RECORD EXCERPTS:
····················

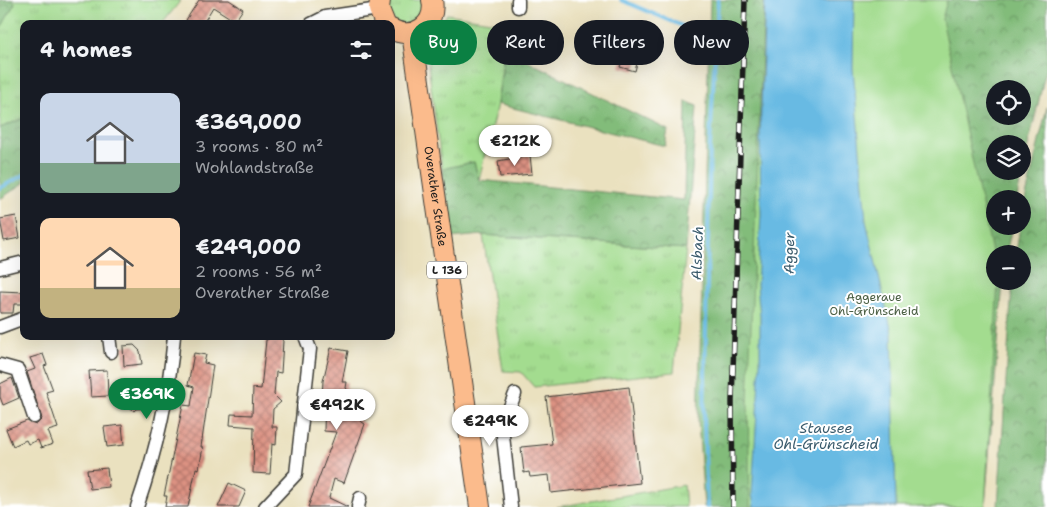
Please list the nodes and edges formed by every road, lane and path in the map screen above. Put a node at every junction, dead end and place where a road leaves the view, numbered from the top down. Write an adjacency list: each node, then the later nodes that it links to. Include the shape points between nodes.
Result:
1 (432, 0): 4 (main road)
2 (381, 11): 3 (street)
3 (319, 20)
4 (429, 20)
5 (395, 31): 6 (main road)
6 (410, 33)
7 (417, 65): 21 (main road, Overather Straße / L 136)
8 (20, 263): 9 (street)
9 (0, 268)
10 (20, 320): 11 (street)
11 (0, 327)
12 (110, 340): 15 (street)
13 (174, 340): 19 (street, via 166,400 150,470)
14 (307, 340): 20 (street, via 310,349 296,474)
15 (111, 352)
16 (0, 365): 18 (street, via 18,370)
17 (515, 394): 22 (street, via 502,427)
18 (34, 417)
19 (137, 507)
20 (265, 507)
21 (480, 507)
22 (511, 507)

····················

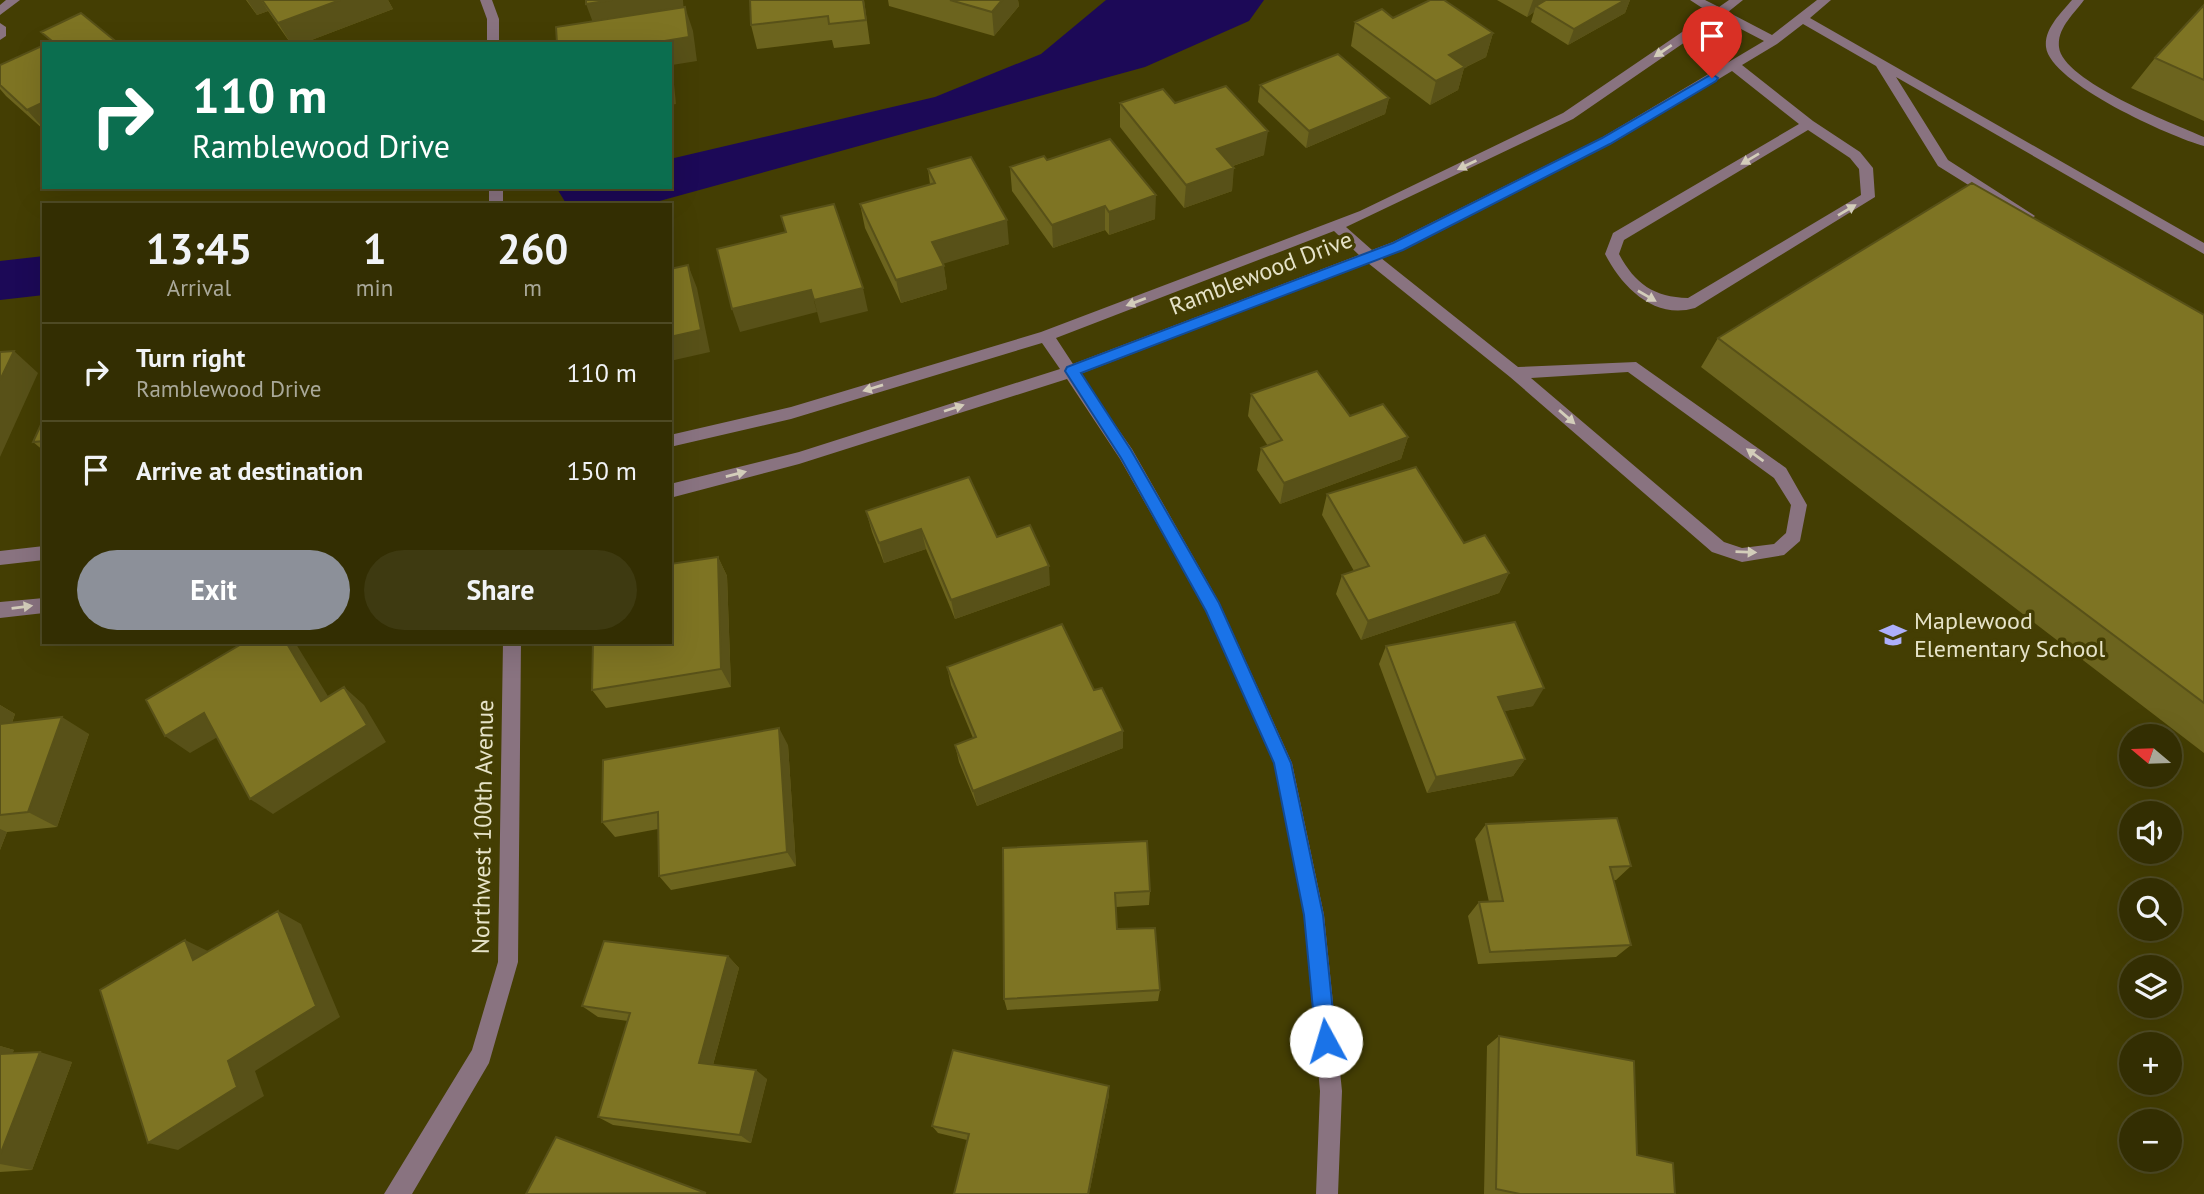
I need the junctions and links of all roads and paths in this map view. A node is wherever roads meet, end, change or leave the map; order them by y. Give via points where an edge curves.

····················

Say how many lines in the records hold the string "where", and say nothing else.

2